The Good or Grueling Grind

It would seem at first glance that I have been rather hypocritical of late, and I’ve been struggling a little with this conundrum myself. I have written before about my feelings on the recent content updates in GW2 and how a lot the mechanics feel rather grindy to the point I can’t be bothered with them most times. Yet I’ve been playing Firefall for some time now and I’m still more than comfortable with the grind there and just thumping all night to gain more and more materials.

Firefall by design, with its huge amount of resources are needed to progress and limited event styles is inherently a very grindy game. Then you have item durability and loss making it a grind that technically never ends only lessens. Coming from my previous post you might of thought I was one of those greedy, self-involved demanding casuals that wants everything just given to them, I even thought that for a time. All I needed though was a system I was more comfortable with.

A Call for Control

The big part I believe comes down to having a sense of agency in your play. I yearn for a sense of control in the game’s I play and like directing my own experience. Having agency in your actions means being able to play the content and activities you enjoy, not being pressured into other areas. It means being able to create your own experiences rather than them being delivered to you. Being in control of your character is an important part as it helps you feel immersed and aids you in creating your own stories yet too often that sense of agency is taken away. when there are demands to do certain things that aren’t characteristic it can make you conflicted.

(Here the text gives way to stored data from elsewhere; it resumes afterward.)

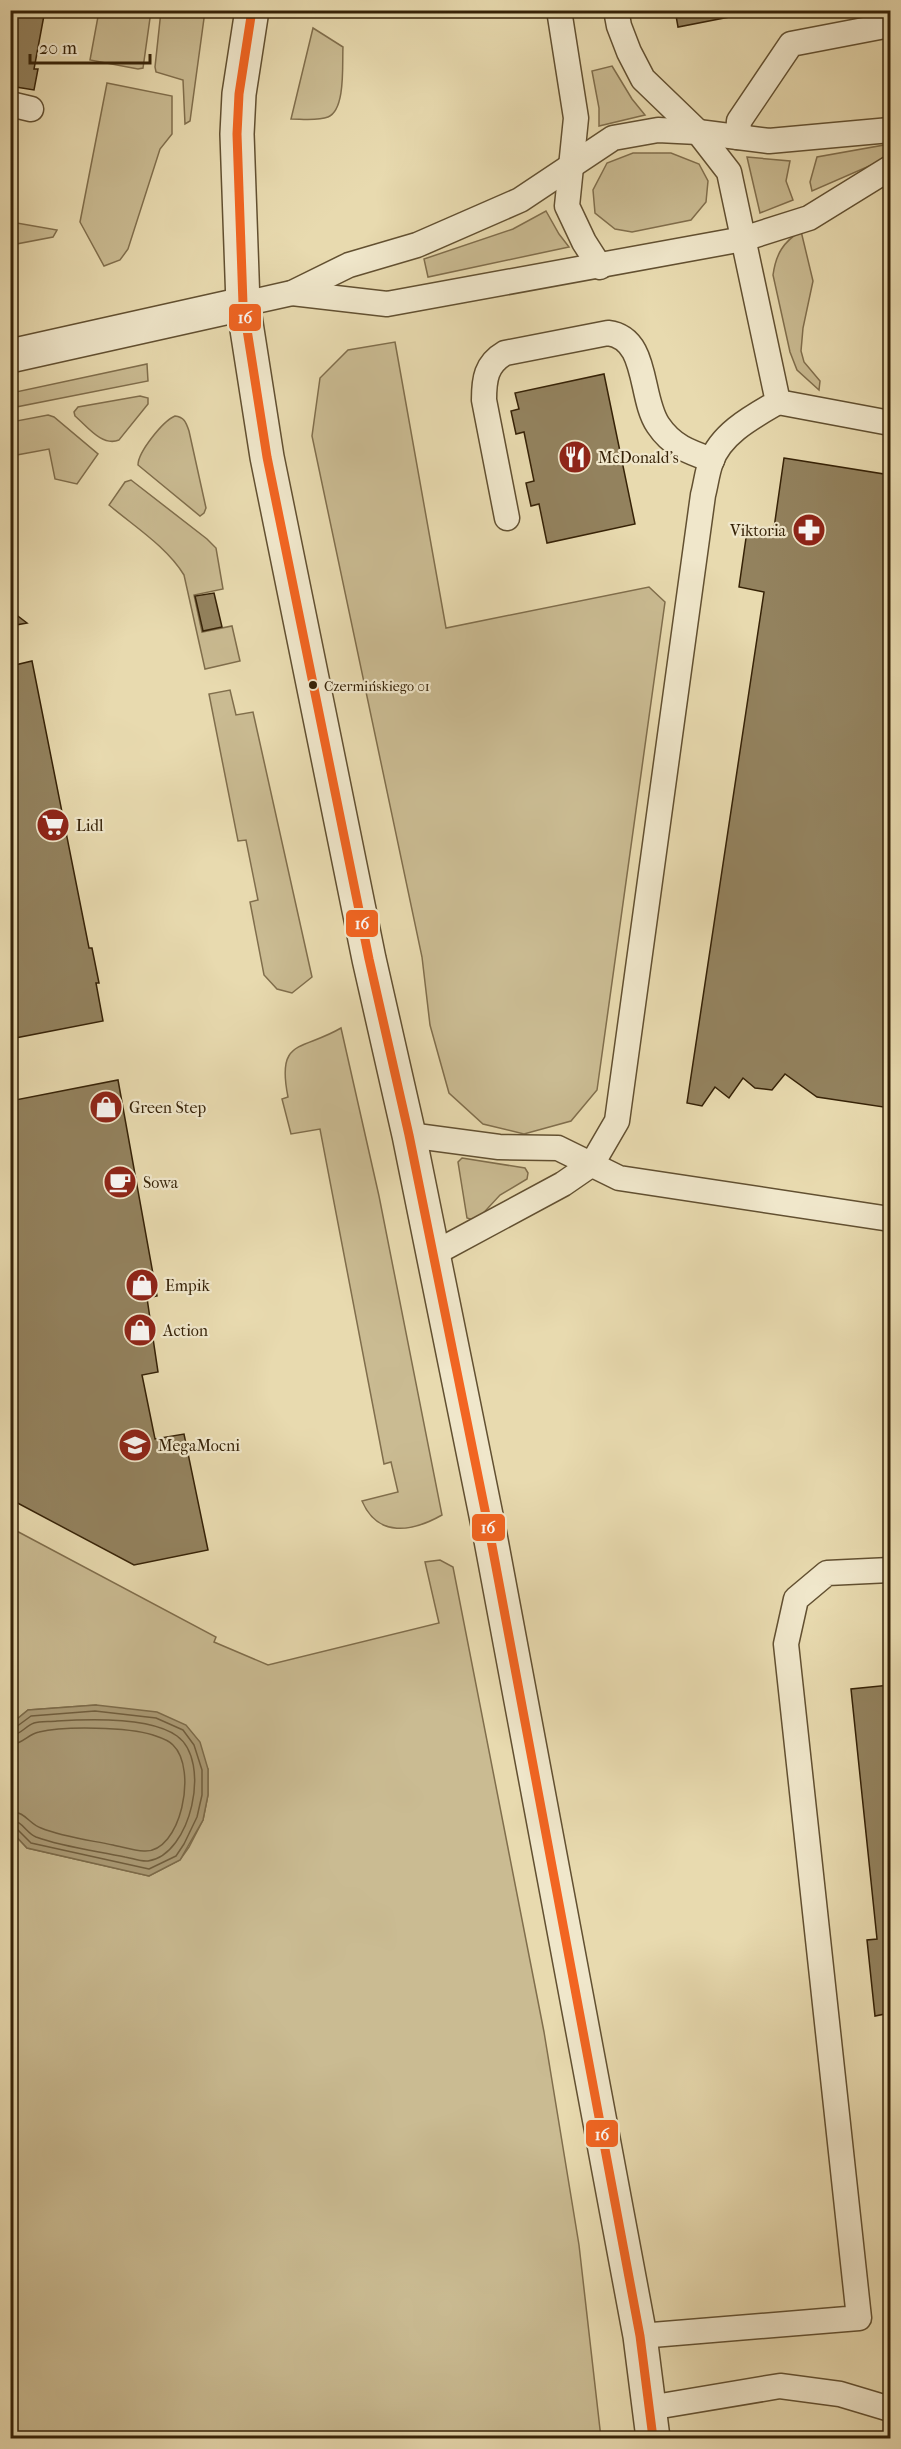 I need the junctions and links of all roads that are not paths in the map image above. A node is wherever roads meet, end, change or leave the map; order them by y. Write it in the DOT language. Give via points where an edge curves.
graph roads {
  1 [pos="252,10"];
  2 [pos="559,10"];
  3 [pos="616,10"];
  4 [pos="891,25"];
  5 [pos="891,130"];
  6 [pos="698,132"];
  7 [pos="738,137"];
  8 [pos="573,163"];
  9 [pos="891,168"];
  10 [pos="743,239"];
  11 [pos="600,267"];
  12 [pos="292,293"];
  13 [pos="243,304"];
  14 [pos="10,356"];
  15 [pos="778,402"];
  16 [pos="891,423"];
  17 [pos="712,460"];
  18 [pos="507,518"];
  19 [pos="409,1135"];
  20 [pos="592,1164"];
  21 [pos="891,1219"];
  22 [pos="433,1254"];
  23 [pos="891,1570"];
  24 [pos="640,2336"];
  25 [pos="891,2409"];
  26 [pos="651,2423"];
  1 -- 13 [label="street" via="237,134"];
  2 -- 8 [label="lane" via="576,118"];
  3 -- 6 [label="lane" via="629,52 643,79"];
  4 -- 7 [label="lane" via="791,44 739,121"];
  5 -- 7 [label="lane" via="779,141"];
  6 -- 7 [label="lane"];
  6 -- 8 [label="lane" via="658,130 612,138"];
  6 -- 10 [label="lane" via="729,172"];
  8 -- 11 [label="lane" via="567,206"];
  8 -- 12 [label="lane" via="520,200 417,245 348,265"];
  9 -- 10 [label="lane" via="808,218"];
  10 -- 11 [label="lane"];
  10 -- 15 [label="lane"];
  11 -- 12 [label="lane" via="387,304"];
  12 -- 13 [label="lane"];
  13 -- 14 [label="street"];
  13 -- 19 [label="street" via="267,458 369,959"];
  15 -- 16 [label="lane"];
  15 -- 17 [label="lane" via="739,426"];
  17 -- 18 [label="lane" via="679,448 658,425 630,343 619,334 506,353 495,359 488,370 484,391"];
  17 -- 20 [label="lane" via="703,495 617,1121"];
  19 -- 20 [label="lane" via="499,1147 558,1148"];
  19 -- 22 [label="street"];
  20 -- 21 [label="lane" via="619,1178"];
  20 -- 22 [label="lane" via="563,1184"];
  22 -- 24 [label="street" via="490,1534"];
  23 -- 24 [label="lane" via="827,1573 796,1599 786,1644 859,2318"];
  24 -- 26 [label="street"];
  25 -- 26 [label="lane" via="840,2394 780,2386"];
}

One big issue I’ve come into is the gating of content or items behind specific tasks and activities. Having to do one, or a handful of specific kill/collect quest styles that bear no relation to my usual play is not good gameplay. That is not to say there shouldn’t be some filler as it’s good to feel like you have earned things but there needs to be a range of activities in many different areas variability in play that you can do in order to unlock these things. I think I big part of my enjoyment in Firefall is that I’m not just stuck with a single map or area doing the same actions. I regularly use T but I do so in different locales, monster spawns are more random, and the difficulty is changeable as well; then there is the fact each and every activity is still rewarding in ways that help you in your goals. In GW2 I’m stuck doing a checklist of things that are prescribed to me.

Seeking the Shiny

Need can relate to this sense of control but is a very tricky subject as everyone’s definition of what they need is highly personal. How much you may need to do something can come from a number of factors, not just about gear and all of these can add up to having a sense of obligation to attain these things. Jeromai at Why I Game had a nice post recently exploring that sense of obligation to a game as well as an interesting quote from are researcher, when a person feel obligated to do something this can lead to a loss of autonomy. A sense that you are no longer in control of your fate eventually either leads to an urge for change, then burnout.

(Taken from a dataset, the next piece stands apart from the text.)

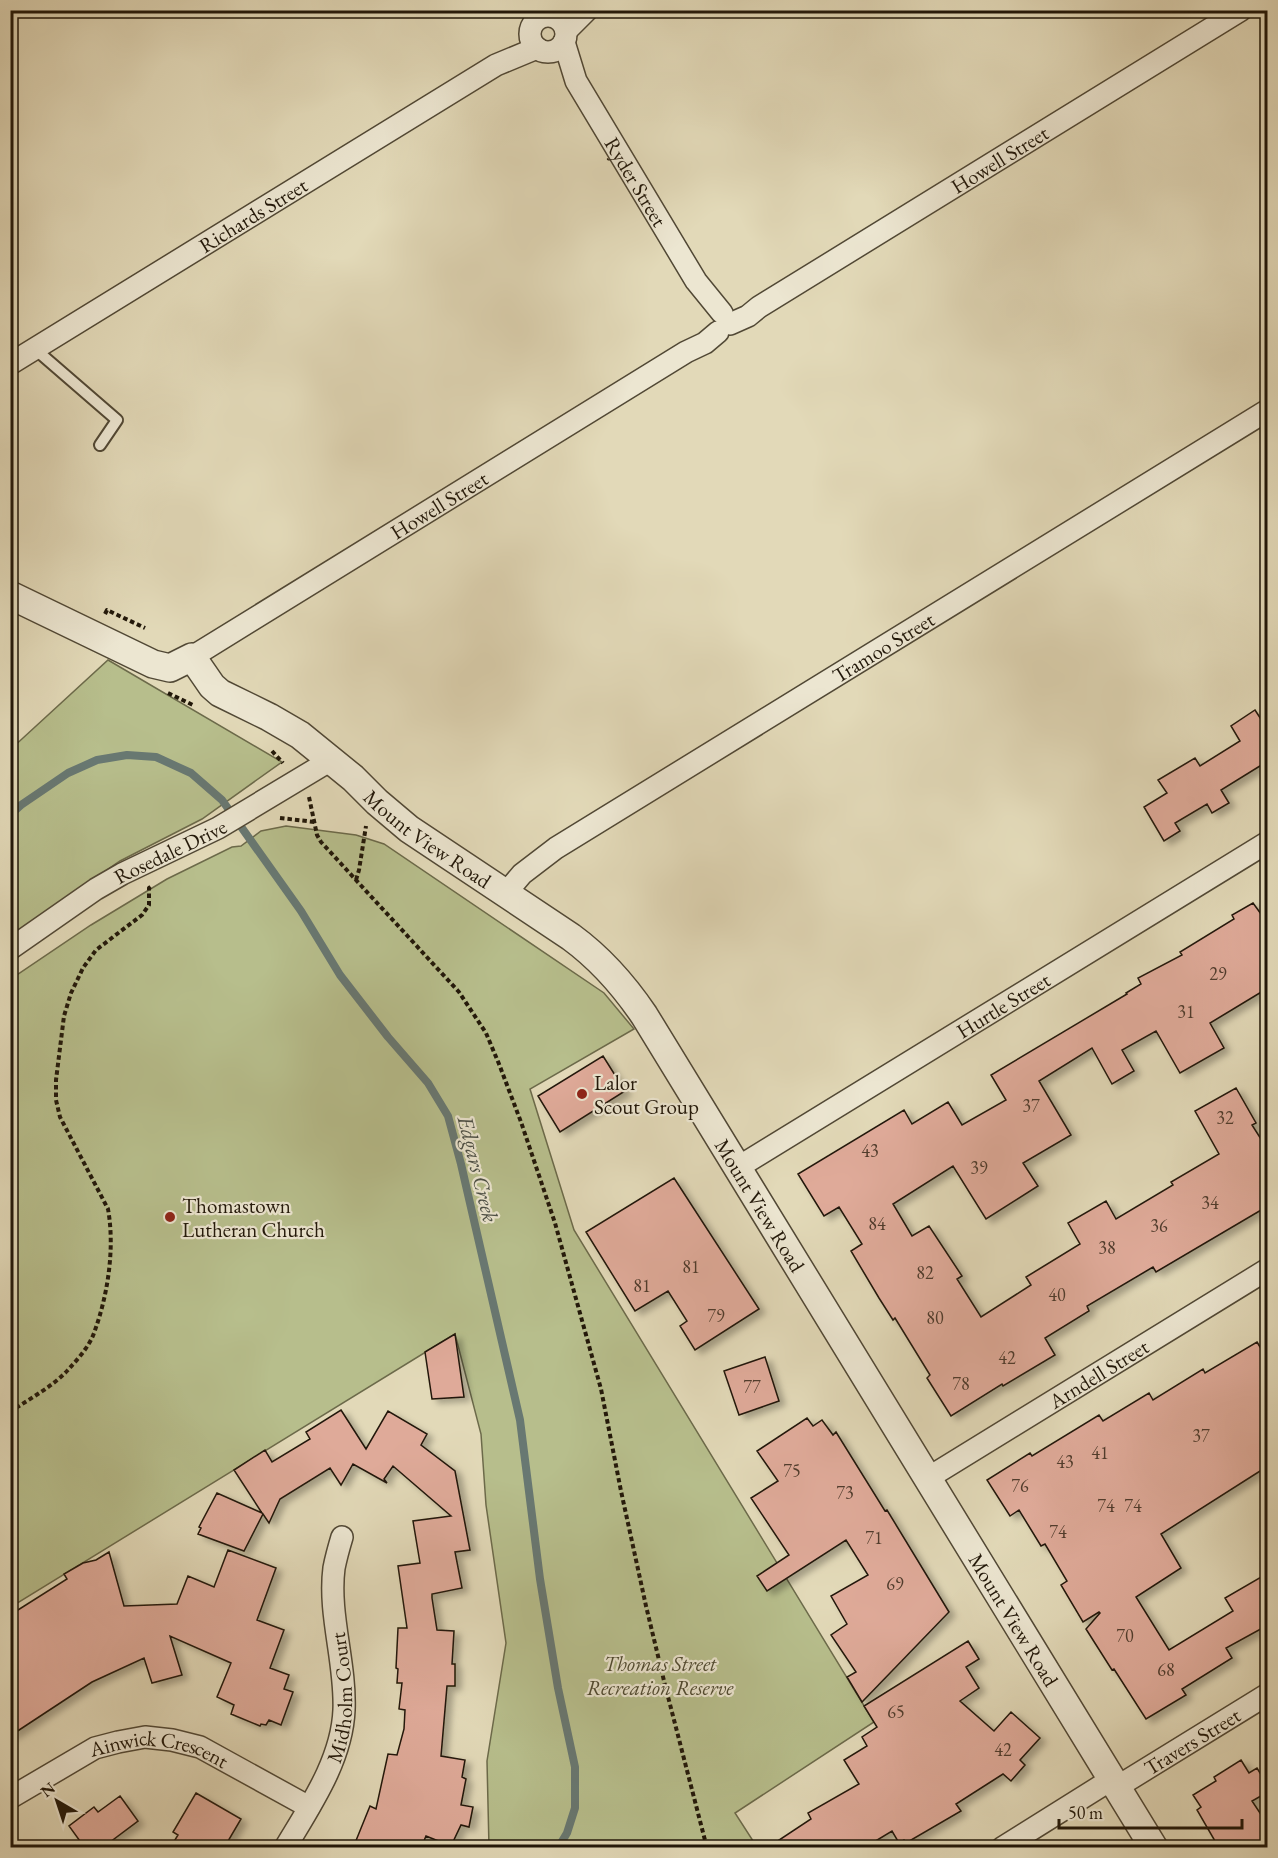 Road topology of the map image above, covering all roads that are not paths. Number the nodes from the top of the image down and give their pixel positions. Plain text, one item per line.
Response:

Now I don’t think it is entirely up to the players to avoid this sense of obligation as the developers have a big part to play in designing these mechanics. You might have to do certain activities in order to get to the stuff you do like be it content or that new shiny piece, regardless of the motive the activity is often an end to a means. Many mmo’s encourage that sense of always trying to be more powerful and aspire to bigger numbers, it is a rather influential tactic which has a large population compelled to repeat content and stay on an ever-moving treadmill to the top. Then there is how it seems to be developed as a competition with others wherein you need to constantly “keep up with the Jones’s”, how players are constantly comparing themselves to others. Also, if you add a feature there is a good chance players will just do it because it’s there, whether they like it or not.

A Challenging Chore

The amount of grind plays a big part as well and as usual a bad amount of grind really comes back to personal opinion, an excessive amount to one will not be to others. I believe the one part that really irritates people is repetition, players can and do manage with grind far better when it is variable and they have a certain choice in how they go about the grind. Even just different style or locations of the same kill quest can make it more interesting. Grind isn’t a bad thing, items you have gained, crafted or won feel more meaningful if you have taken effort to get them but I do believe that everything should be achievable by the average player in a reasonable amount of time.

I also don’t really like the idea of time gated grind in the slightest… logging in frequently is a huge responsibility and players have varying schedules that will often conflict with such a thing and if this happens players feel like they are missing out. Players play on different days and in varying batches so a more flexible system would be better for everyone. Instead of dailies it should be a weekly, or even more… if you have them at all. Players should also be able to play more in order to gain more, that really should be a given. Who cares if they gain more than someone playing less, shouldn’t they? And is it any worse to have an advantage this one than someone who can log in every day. Also bringing it back to less time gated content means regular or new players can catch up easier when they do have the time. Gating by a time grind also places a huge obligation on players too, one they are often not happy with.

I’m sure there are many other important parts in this equation, big and small regarding players motivations and it’s interplay between mmo mechanics. I don’t think we are at a point yet were they have got this right, in fact I think in recent times with all this experimentation on mechanics and gameplay because of the use of psychologists and walls of data that it has actually gotten worse. It has become a science around compulsion rather than a design around experiences, this may result in more advanced systems that better accommodate players in the future but they seem to be taking the data as gospel rather than just another theory to integrate with others. Players are diverse people and a mean, effect size and standard deviation do not/ can not explain it all.

There will always be grind, In the end it comes down to finding the grind you enjoy.